# Exercise requirements:
Where in the data does the word "Barracks" appear? Find those lines and copy them.

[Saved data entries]
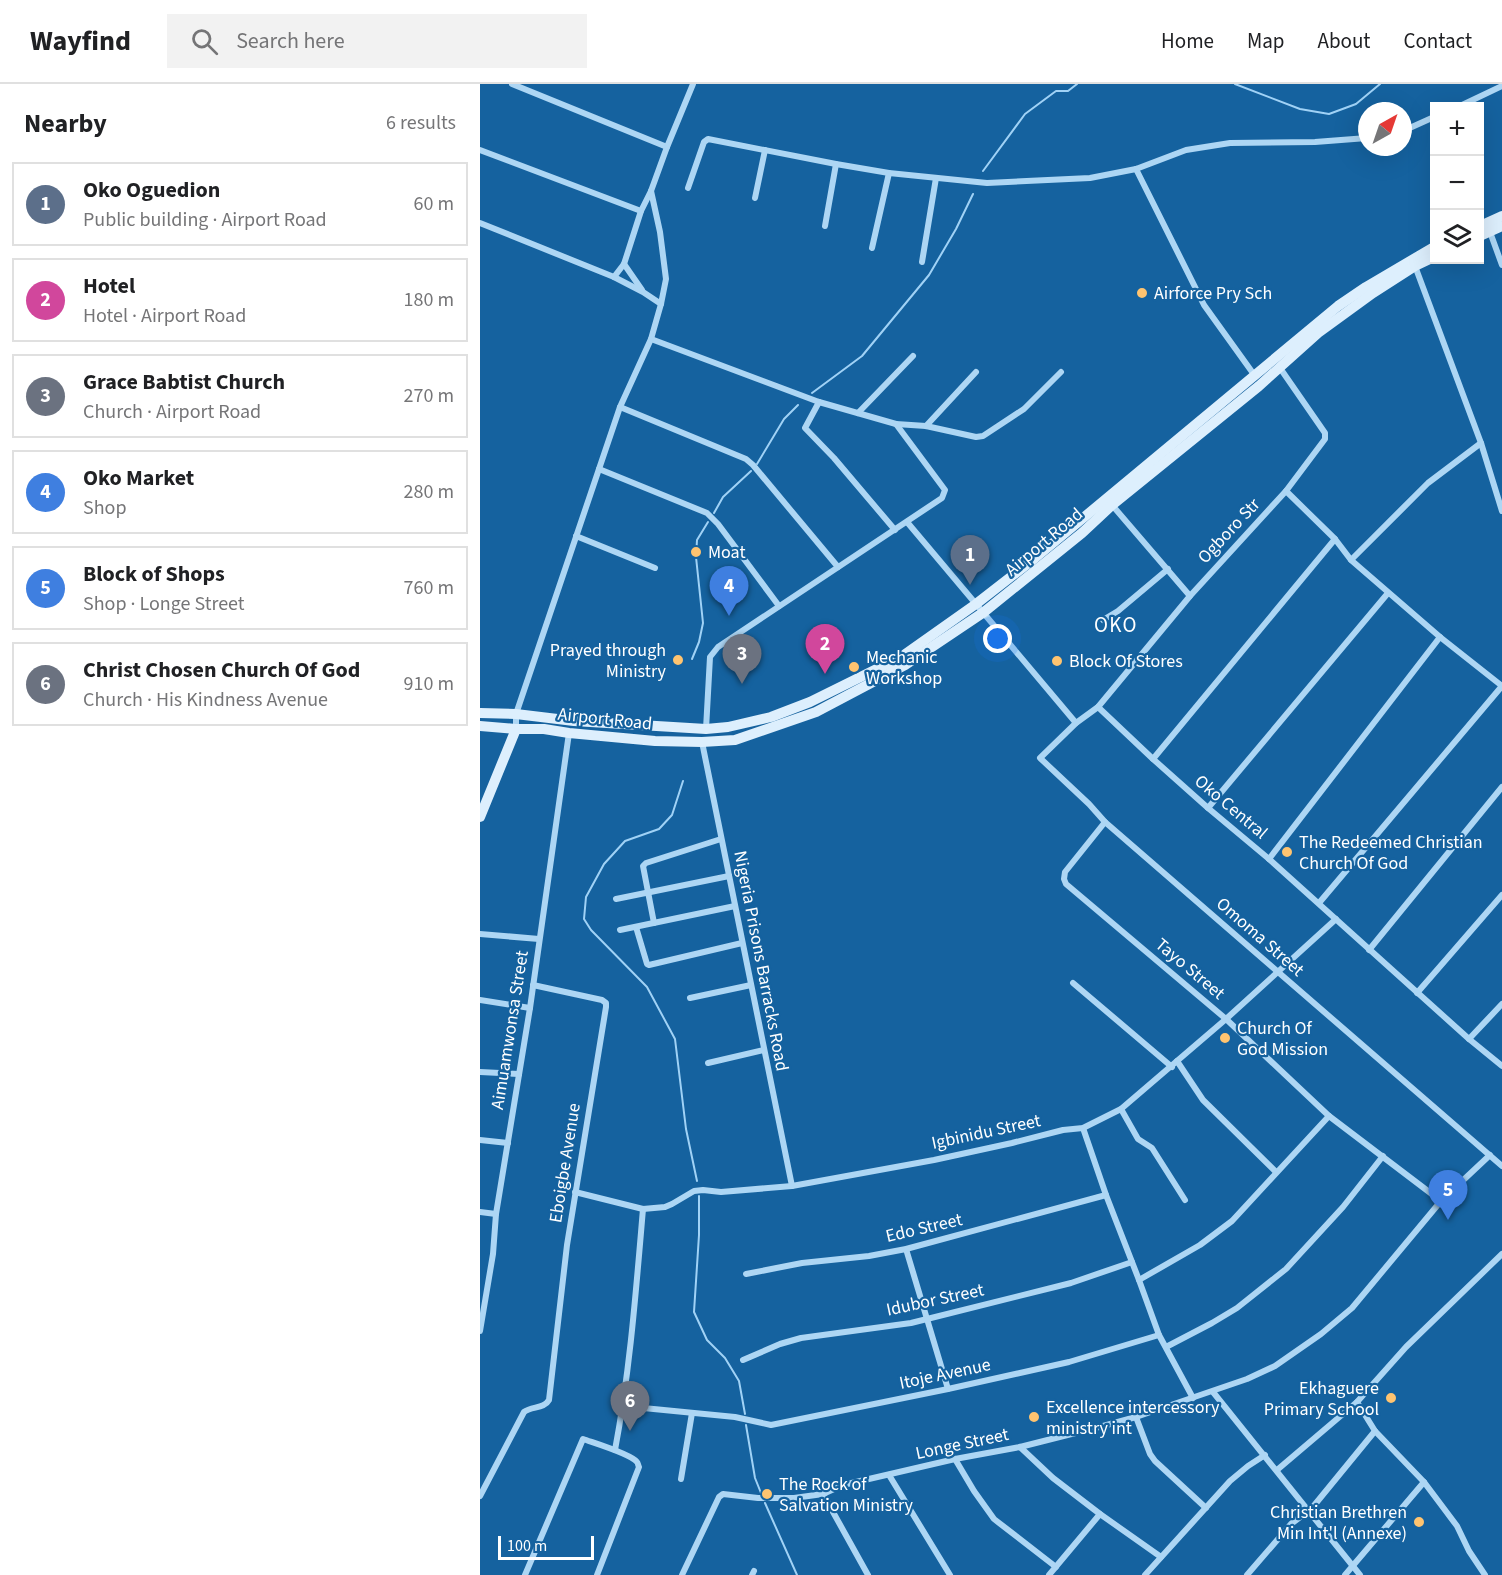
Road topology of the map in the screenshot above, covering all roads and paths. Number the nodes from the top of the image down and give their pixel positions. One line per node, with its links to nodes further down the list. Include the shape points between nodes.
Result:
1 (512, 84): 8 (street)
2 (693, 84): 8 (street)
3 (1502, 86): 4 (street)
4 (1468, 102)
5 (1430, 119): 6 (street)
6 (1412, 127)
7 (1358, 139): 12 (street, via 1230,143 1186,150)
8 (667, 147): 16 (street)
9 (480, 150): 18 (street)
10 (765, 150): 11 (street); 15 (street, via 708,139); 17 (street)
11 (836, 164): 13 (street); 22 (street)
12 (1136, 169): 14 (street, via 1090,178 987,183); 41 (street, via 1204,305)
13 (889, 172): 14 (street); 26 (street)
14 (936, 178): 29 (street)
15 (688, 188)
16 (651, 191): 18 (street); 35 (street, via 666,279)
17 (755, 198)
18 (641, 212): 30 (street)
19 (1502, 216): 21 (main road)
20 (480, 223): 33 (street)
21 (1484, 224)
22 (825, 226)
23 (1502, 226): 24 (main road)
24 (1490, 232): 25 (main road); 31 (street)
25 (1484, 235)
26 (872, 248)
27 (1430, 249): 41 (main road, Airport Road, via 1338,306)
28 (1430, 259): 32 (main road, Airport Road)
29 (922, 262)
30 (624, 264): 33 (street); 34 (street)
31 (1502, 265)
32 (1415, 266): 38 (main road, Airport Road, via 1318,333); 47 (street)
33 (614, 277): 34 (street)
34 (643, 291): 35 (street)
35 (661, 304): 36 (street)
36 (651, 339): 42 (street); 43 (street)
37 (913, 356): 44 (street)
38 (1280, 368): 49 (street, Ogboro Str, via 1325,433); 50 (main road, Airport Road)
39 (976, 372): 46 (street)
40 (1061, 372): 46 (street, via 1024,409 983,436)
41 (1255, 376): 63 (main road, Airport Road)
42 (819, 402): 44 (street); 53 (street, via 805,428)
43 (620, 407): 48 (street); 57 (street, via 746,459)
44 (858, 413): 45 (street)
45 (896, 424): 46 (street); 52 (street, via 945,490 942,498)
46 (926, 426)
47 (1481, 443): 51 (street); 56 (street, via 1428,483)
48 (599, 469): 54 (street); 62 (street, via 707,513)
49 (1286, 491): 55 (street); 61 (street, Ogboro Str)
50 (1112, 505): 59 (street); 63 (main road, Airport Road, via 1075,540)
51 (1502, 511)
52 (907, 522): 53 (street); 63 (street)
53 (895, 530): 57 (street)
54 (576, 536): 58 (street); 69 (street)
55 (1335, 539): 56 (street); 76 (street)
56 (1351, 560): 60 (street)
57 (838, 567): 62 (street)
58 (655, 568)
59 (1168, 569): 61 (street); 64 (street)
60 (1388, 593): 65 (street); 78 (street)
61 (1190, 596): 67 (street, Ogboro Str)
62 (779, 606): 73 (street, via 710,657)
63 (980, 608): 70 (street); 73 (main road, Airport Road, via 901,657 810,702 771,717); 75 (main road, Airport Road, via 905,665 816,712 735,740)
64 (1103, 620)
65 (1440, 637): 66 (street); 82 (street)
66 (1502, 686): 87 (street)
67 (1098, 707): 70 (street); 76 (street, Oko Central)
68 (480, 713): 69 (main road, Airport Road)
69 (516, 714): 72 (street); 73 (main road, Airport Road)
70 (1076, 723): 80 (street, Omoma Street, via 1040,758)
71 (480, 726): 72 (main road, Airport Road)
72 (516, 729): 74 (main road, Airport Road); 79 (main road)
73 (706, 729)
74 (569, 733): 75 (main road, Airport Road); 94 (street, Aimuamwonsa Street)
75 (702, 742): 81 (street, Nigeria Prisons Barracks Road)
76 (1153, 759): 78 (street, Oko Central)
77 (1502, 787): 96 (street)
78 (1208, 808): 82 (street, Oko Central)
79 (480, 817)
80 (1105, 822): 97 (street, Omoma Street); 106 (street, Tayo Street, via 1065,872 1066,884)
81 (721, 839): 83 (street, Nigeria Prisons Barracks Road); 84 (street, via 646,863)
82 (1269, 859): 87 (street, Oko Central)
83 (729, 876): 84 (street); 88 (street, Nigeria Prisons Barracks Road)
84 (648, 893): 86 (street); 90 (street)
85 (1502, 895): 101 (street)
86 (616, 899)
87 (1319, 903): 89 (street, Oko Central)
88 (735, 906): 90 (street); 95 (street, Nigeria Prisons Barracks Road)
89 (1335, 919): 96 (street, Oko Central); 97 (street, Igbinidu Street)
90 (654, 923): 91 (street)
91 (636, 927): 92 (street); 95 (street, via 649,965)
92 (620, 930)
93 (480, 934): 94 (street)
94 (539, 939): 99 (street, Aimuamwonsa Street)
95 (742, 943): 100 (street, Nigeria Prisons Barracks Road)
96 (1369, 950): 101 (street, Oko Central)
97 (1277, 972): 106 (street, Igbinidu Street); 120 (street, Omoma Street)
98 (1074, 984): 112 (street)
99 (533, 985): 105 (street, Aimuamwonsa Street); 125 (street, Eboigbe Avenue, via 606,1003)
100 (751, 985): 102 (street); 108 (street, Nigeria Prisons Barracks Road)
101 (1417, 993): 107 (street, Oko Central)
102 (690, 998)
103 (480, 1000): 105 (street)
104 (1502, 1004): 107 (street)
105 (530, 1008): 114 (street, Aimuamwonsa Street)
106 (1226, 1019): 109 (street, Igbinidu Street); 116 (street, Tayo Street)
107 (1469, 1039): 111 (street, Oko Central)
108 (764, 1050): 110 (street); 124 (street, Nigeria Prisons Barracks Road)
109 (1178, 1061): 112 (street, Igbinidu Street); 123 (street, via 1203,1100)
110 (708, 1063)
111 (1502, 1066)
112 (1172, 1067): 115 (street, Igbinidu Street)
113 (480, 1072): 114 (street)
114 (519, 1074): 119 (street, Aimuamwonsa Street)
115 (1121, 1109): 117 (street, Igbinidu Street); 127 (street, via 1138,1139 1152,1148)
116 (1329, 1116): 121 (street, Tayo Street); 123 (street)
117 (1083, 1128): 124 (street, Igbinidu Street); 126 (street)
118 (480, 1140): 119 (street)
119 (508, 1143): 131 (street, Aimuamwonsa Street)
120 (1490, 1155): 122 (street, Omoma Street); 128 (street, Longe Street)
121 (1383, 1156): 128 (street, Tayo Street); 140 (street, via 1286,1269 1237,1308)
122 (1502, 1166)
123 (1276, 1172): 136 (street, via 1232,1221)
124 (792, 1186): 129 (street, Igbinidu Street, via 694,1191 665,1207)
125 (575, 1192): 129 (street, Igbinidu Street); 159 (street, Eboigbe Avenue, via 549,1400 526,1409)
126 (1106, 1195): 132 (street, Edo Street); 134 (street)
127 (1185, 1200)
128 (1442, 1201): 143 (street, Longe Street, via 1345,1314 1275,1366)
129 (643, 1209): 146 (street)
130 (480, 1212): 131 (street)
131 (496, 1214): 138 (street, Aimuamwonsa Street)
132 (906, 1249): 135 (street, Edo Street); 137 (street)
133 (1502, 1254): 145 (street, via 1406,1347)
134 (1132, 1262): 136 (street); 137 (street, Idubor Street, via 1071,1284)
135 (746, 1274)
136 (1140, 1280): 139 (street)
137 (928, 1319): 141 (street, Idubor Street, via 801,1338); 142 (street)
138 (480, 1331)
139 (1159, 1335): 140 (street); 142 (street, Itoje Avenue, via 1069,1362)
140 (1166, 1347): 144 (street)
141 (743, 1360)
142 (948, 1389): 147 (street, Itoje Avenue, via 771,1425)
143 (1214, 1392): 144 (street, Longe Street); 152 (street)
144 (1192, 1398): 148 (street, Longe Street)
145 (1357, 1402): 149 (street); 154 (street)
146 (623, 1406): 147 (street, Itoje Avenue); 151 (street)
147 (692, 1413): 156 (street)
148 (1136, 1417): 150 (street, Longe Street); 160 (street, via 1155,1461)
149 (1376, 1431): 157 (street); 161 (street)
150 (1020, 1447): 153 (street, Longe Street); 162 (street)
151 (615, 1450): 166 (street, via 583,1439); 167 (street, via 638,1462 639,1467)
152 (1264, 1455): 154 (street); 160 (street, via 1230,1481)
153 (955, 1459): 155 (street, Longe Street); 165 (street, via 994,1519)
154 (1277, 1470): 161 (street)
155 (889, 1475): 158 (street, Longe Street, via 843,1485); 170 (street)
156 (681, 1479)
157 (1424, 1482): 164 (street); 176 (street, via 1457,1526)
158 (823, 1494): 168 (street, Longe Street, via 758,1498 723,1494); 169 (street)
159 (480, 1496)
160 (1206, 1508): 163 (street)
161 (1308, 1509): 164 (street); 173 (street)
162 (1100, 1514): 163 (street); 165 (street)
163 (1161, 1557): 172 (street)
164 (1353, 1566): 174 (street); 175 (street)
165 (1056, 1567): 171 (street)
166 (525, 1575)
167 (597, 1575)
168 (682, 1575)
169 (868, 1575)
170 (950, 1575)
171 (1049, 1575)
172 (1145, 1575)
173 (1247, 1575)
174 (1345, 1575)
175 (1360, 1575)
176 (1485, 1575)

# Task result:
75 (702, 742): 81 (street, Nigeria Prisons Barracks Road)
81 (721, 839): 83 (street, Nigeria Prisons Barracks Road); 84 (street, via 646,863)
83 (729, 876): 84 (street); 88 (street, Nigeria Prisons Barracks Road)
88 (735, 906): 90 (street); 95 (street, Nigeria Prisons Barracks Road)
95 (742, 943): 100 (street, Nigeria Prisons Barracks Road)
100 (751, 985): 102 (street); 108 (street, Nigeria Prisons Barracks Road)
108 (764, 1050): 110 (street); 124 (street, Nigeria Prisons Barracks Road)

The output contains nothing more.